→ TASK OBJECTIVE: An exact transcription of the data below is needed.

Items listed in a dataset:
╔══
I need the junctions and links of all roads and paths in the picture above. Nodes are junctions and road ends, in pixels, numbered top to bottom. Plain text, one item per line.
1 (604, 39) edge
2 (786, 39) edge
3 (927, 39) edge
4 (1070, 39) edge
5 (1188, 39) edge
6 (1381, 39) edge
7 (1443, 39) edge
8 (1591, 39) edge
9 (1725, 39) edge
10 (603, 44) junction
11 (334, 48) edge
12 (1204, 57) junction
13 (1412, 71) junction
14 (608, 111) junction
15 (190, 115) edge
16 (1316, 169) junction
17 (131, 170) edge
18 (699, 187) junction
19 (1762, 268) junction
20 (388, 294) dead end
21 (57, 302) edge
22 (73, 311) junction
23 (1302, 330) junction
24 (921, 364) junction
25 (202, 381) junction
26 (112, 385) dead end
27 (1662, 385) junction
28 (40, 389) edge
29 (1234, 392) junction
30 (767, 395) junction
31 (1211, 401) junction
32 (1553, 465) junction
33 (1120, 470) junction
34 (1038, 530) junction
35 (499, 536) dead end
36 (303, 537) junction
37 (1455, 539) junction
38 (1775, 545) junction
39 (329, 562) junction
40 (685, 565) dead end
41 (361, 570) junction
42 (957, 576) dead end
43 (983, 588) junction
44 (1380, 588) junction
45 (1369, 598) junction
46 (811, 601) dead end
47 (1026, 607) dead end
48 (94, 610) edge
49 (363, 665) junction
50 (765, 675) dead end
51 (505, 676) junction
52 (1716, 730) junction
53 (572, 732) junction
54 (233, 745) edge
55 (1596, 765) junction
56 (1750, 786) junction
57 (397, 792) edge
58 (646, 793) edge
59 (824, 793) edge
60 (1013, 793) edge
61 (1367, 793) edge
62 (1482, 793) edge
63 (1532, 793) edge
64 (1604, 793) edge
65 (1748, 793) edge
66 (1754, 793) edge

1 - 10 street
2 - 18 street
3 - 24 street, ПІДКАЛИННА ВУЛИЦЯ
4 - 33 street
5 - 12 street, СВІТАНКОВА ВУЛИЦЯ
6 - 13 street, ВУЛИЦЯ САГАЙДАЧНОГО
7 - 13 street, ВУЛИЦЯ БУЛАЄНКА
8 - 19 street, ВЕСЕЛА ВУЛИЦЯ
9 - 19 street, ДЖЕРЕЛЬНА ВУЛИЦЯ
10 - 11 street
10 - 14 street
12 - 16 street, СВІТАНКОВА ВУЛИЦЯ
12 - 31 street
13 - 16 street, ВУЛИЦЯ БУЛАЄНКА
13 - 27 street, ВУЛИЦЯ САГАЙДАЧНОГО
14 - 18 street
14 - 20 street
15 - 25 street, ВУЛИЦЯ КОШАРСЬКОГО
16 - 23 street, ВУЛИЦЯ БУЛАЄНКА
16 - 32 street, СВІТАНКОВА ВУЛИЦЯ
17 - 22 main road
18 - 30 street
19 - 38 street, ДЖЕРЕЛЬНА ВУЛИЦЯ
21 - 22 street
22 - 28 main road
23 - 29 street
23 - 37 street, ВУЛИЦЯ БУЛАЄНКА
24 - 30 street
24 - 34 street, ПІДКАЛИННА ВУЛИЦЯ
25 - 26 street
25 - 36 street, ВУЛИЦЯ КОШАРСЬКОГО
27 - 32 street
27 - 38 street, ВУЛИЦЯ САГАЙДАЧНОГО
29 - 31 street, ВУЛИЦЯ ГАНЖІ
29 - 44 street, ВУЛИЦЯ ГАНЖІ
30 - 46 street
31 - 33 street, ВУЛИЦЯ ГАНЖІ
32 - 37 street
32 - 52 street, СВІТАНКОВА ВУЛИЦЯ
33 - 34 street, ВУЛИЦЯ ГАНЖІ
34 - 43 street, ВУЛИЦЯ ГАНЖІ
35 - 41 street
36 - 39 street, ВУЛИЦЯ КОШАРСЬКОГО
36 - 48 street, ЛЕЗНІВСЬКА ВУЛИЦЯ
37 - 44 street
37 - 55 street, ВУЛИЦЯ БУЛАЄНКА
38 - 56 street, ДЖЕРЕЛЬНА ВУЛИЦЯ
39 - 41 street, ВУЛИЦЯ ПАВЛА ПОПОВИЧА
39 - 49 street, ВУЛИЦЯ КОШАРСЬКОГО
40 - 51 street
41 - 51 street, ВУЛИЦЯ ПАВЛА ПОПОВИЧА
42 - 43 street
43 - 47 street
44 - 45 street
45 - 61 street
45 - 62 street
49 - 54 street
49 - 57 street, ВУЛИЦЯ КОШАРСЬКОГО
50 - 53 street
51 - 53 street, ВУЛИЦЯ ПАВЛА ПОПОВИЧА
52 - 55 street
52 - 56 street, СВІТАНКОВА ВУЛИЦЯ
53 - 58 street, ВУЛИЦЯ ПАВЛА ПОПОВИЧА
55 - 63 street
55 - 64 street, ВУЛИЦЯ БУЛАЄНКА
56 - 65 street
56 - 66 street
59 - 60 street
╚══
→ ANSWER FOR THIS EXERCISE:
I need the junctions and links of all roads and paths in the picture above. Nodes are junctions and road ends, in pixels, numbered top to bottom. Plain text, one item per line.
1 (604, 39) edge
2 (786, 39) edge
3 (927, 39) edge
4 (1070, 39) edge
5 (1188, 39) edge
6 (1381, 39) edge
7 (1443, 39) edge
8 (1591, 39) edge
9 (1725, 39) edge
10 (603, 44) junction
11 (334, 48) edge
12 (1204, 57) junction
13 (1412, 71) junction
14 (608, 111) junction
15 (190, 115) edge
16 (1316, 169) junction
17 (131, 170) edge
18 (699, 187) junction
19 (1762, 268) junction
20 (388, 294) dead end
21 (57, 302) edge
22 (73, 311) junction
23 (1302, 330) junction
24 (921, 364) junction
25 (202, 381) junction
26 (112, 385) dead end
27 (1662, 385) junction
28 (40, 389) edge
29 (1234, 392) junction
30 (767, 395) junction
31 (1211, 401) junction
32 (1553, 465) junction
33 (1120, 470) junction
34 (1038, 530) junction
35 (499, 536) dead end
36 (303, 537) junction
37 (1455, 539) junction
38 (1775, 545) junction
39 (329, 562) junction
40 (685, 565) dead end
41 (361, 570) junction
42 (957, 576) dead end
43 (983, 588) junction
44 (1380, 588) junction
45 (1369, 598) junction
46 (811, 601) dead end
47 (1026, 607) dead end
48 (94, 610) edge
49 (363, 665) junction
50 (765, 675) dead end
51 (505, 676) junction
52 (1716, 730) junction
53 (572, 732) junction
54 (233, 745) edge
55 (1596, 765) junction
56 (1750, 786) junction
57 (397, 792) edge
58 (646, 793) edge
59 (824, 793) edge
60 (1013, 793) edge
61 (1367, 793) edge
62 (1482, 793) edge
63 (1532, 793) edge
64 (1604, 793) edge
65 (1748, 793) edge
66 (1754, 793) edge

1 - 10 street
2 - 18 street
3 - 24 street, ПІДКАЛИННА ВУЛИЦЯ
4 - 33 street
5 - 12 street, СВІТАНКОВА ВУЛИЦЯ
6 - 13 street, ВУЛИЦЯ САГАЙДАЧНОГО
7 - 13 street, ВУЛИЦЯ БУЛАЄНКА
8 - 19 street, ВЕСЕЛА ВУЛИЦЯ
9 - 19 street, ДЖЕРЕЛЬНА ВУЛИЦЯ
10 - 11 street
10 - 14 street
12 - 16 street, СВІТАНКОВА ВУЛИЦЯ
12 - 31 street
13 - 16 street, ВУЛИЦЯ БУЛАЄНКА
13 - 27 street, ВУЛИЦЯ САГАЙДАЧНОГО
14 - 18 street
14 - 20 street
15 - 25 street, ВУЛИЦЯ КОШАРСЬКОГО
16 - 23 street, ВУЛИЦЯ БУЛАЄНКА
16 - 32 street, СВІТАНКОВА ВУЛИЦЯ
17 - 22 main road
18 - 30 street
19 - 38 street, ДЖЕРЕЛЬНА ВУЛИЦЯ
21 - 22 street
22 - 28 main road
23 - 29 street
23 - 37 street, ВУЛИЦЯ БУЛАЄНКА
24 - 30 street
24 - 34 street, ПІДКАЛИННА ВУЛИЦЯ
25 - 26 street
25 - 36 street, ВУЛИЦЯ КОШАРСЬКОГО
27 - 32 street
27 - 38 street, ВУЛИЦЯ САГАЙДАЧНОГО
29 - 31 street, ВУЛИЦЯ ГАНЖІ
29 - 44 street, ВУЛИЦЯ ГАНЖІ
30 - 46 street
31 - 33 street, ВУЛИЦЯ ГАНЖІ
32 - 37 street
32 - 52 street, СВІТАНКОВА ВУЛИЦЯ
33 - 34 street, ВУЛИЦЯ ГАНЖІ
34 - 43 street, ВУЛИЦЯ ГАНЖІ
35 - 41 street
36 - 39 street, ВУЛИЦЯ КОШАРСЬКОГО
36 - 48 street, ЛЕЗНІВСЬКА ВУЛИЦЯ
37 - 44 street
37 - 55 street, ВУЛИЦЯ БУЛАЄНКА
38 - 56 street, ДЖЕРЕЛЬНА ВУЛИЦЯ
39 - 41 street, ВУЛИЦЯ ПАВЛА ПОПОВИЧА
39 - 49 street, ВУЛИЦЯ КОШАРСЬКОГО
40 - 51 street
41 - 51 street, ВУЛИЦЯ ПАВЛА ПОПОВИЧА
42 - 43 street
43 - 47 street
44 - 45 street
45 - 61 street
45 - 62 street
49 - 54 street
49 - 57 street, ВУЛИЦЯ КОШАРСЬКОГО
50 - 53 street
51 - 53 street, ВУЛИЦЯ ПАВЛА ПОПОВИЧА
52 - 55 street
52 - 56 street, СВІТАНКОВА ВУЛИЦЯ
53 - 58 street, ВУЛИЦЯ ПАВЛА ПОПОВИЧА
55 - 63 street
55 - 64 street, ВУЛИЦЯ БУЛАЄНКА
56 - 65 street
56 - 66 street
59 - 60 street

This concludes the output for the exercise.